Dodge's electric muscle car future has already been set in stone with the introduction of the Charger Daytona SRT Concept back in August. It sure received mixed reactions, with its Fratzonic Chambered Exhaust system piquing the most interest from fans and critics alike.

If you're one of those waiting to get their hands on the production version of the Charger Daytona SRT, we have a bit of a bad news for you. You won't be able to tune future Dodge electric muscle cars on your own – not even through a third party tuner.

Gallery: Dodge Charger Daytona SRT Stryker Red Concept

That's according to Dodge CEO Tim Kuniskis, speaking to Carscoops. The reason behind that limitation is that Dodge wants to make sure that customers will tune their electric muscle cars the right way.

Chassis and bodywork modifications will, of course, be allowed. However, when it comes to additional power and better handling, future owners will need to visit their Dodge dealers to get the best out of their cars.

Kuniskis also revealed to Carscoops that there's another reason for this move. With EVs requiring little maintenance compared to their ICE counterparts, dealers will face loss of revenue during the electric era. The dealer-installed tuning packages are envisioned to replace the lost revenue.

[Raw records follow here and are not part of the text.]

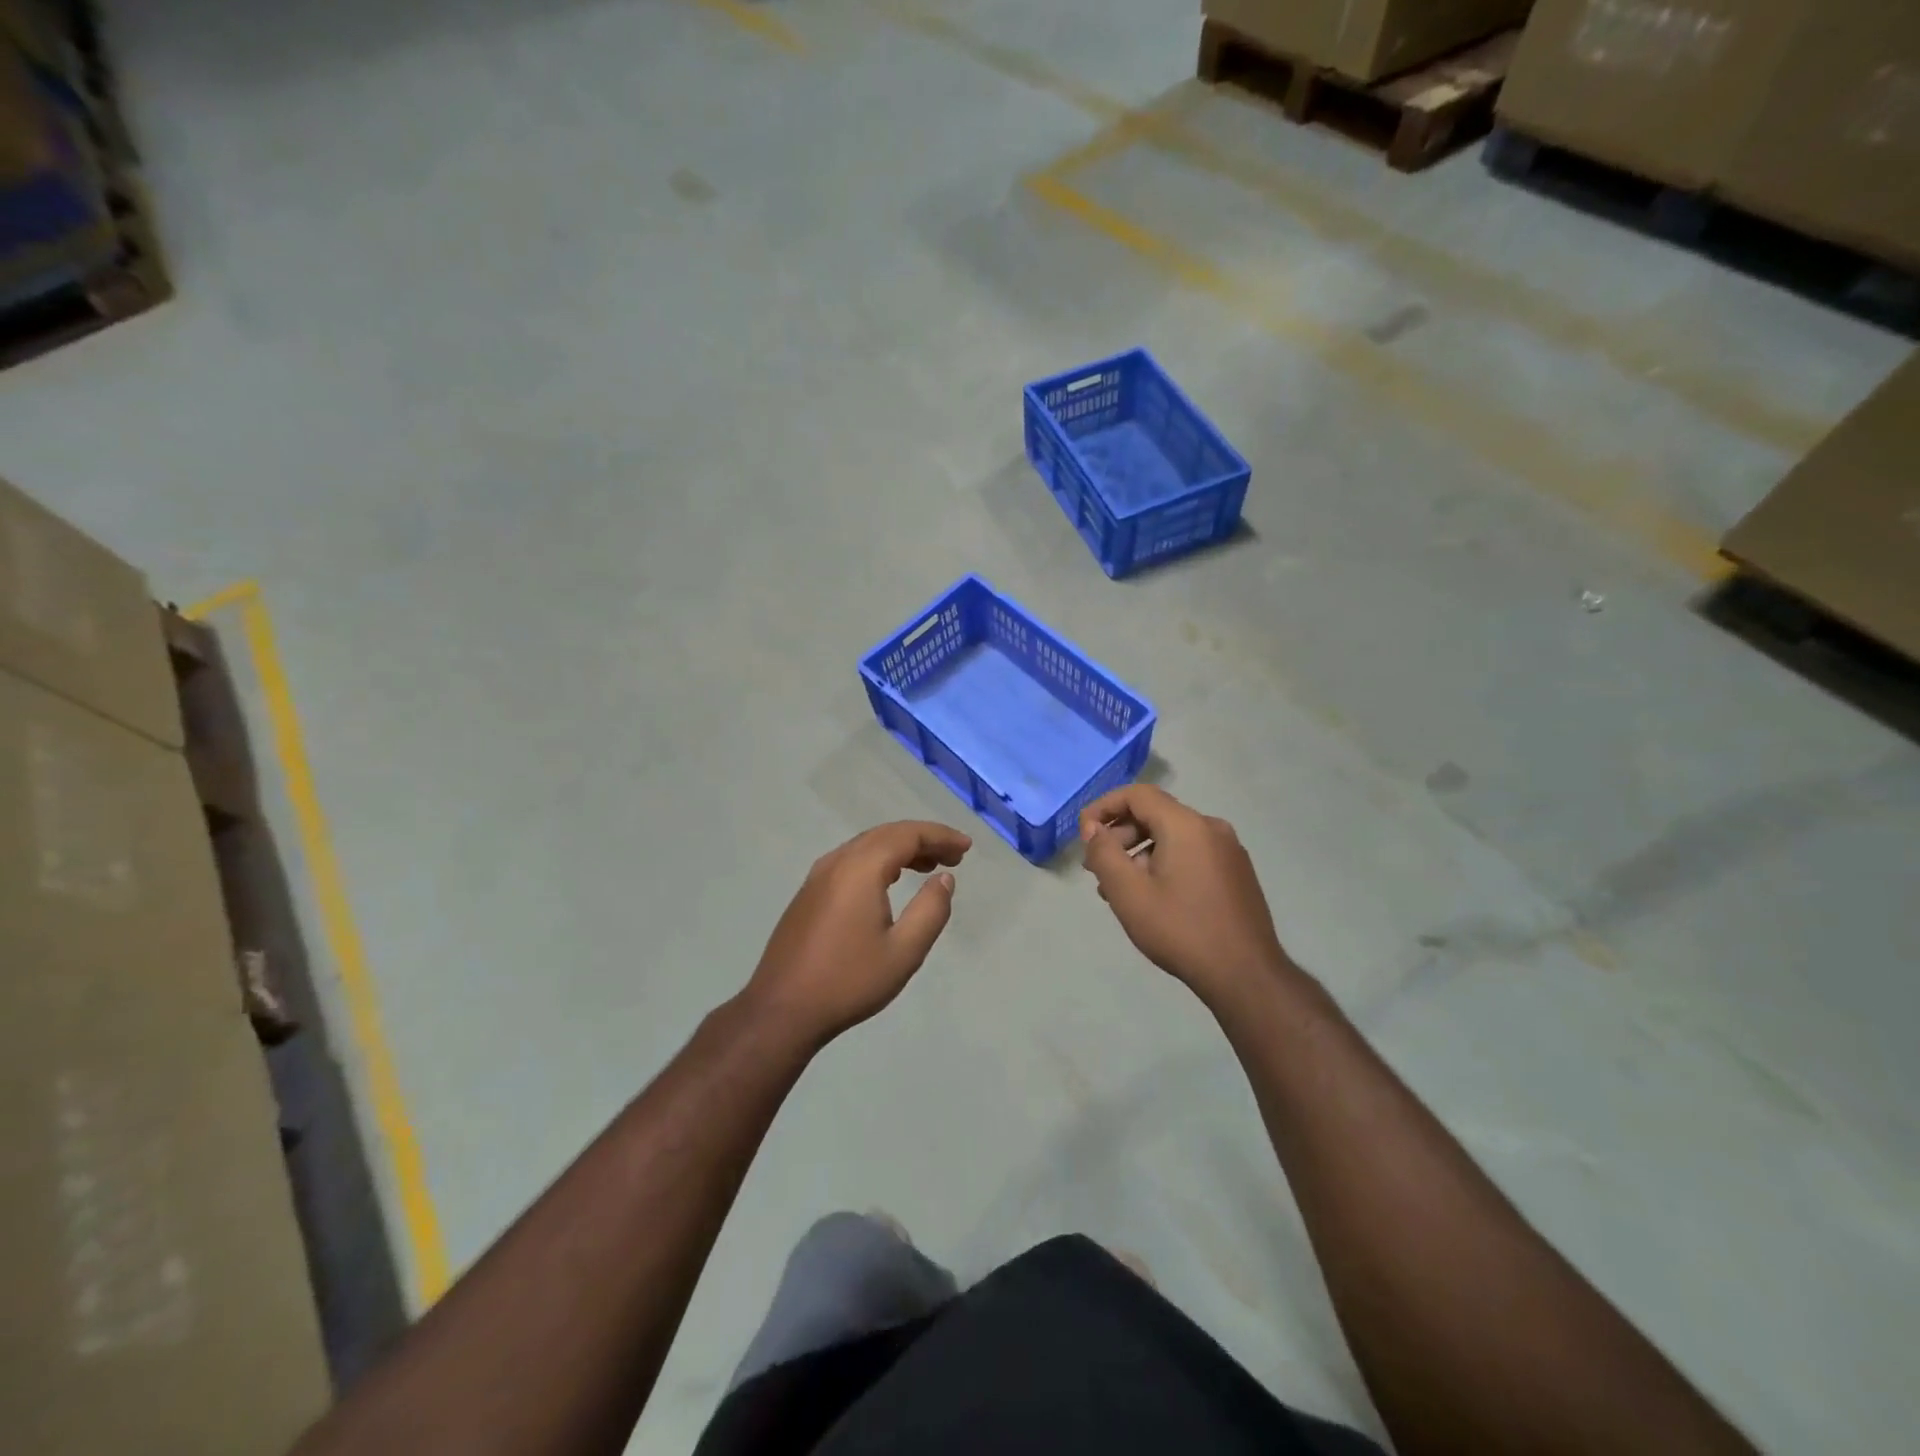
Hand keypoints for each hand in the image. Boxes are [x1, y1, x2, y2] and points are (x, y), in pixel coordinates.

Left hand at [743, 821, 971, 1045]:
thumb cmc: (848, 981)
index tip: (966, 846)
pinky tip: (891, 881)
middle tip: (954, 856)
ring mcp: (818, 876)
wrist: (782, 1009)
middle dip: (923, 840)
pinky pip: (851, 861)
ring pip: (867, 846)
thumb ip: (930, 910)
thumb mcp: (903, 951)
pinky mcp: (809, 893)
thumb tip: (944, 879)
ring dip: (901, 849)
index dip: (940, 836)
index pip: (907, 835)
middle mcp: (837, 862)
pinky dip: (879, 861)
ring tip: (929, 867)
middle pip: (887, 834)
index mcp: (861, 869)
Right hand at [1080, 785, 1296, 1007]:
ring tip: (1118, 889)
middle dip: (1119, 835)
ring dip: (1139, 853)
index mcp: (1186, 825)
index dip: (1104, 807)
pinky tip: (1151, 897)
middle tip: (1095, 868)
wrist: (1245, 975)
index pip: (1137, 795)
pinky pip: (1191, 854)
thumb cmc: (1181, 930)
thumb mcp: (1129, 893)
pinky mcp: (1236, 873)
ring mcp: (1228, 851)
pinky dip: (1164, 864)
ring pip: (1172, 837)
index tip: (1083, 833)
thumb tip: (1094, 829)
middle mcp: (1211, 828)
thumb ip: (1104, 853)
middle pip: (1155, 814)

Dodge has revealed another version of the Charger Daytona SRT Concept at the ongoing SEMA Show in Las Vegas. The model comes in a tri-coat Stryker Red paint with a black roof and rides on 18-inch carbon fiber wheels.

Beyond the show car's appearance, Dodge has revealed the output levels of the 400-volt version of the electric muscle car, with options between 455 horsepower (340 kilowatts), 495 hp (370 kW), 535 hp (400 kW), 590 hp (440 kW), 630 hp (470 kW), and 670 hp (500 kW). There will be three more outputs available for the top-spec 800-volt SRT Banshee models.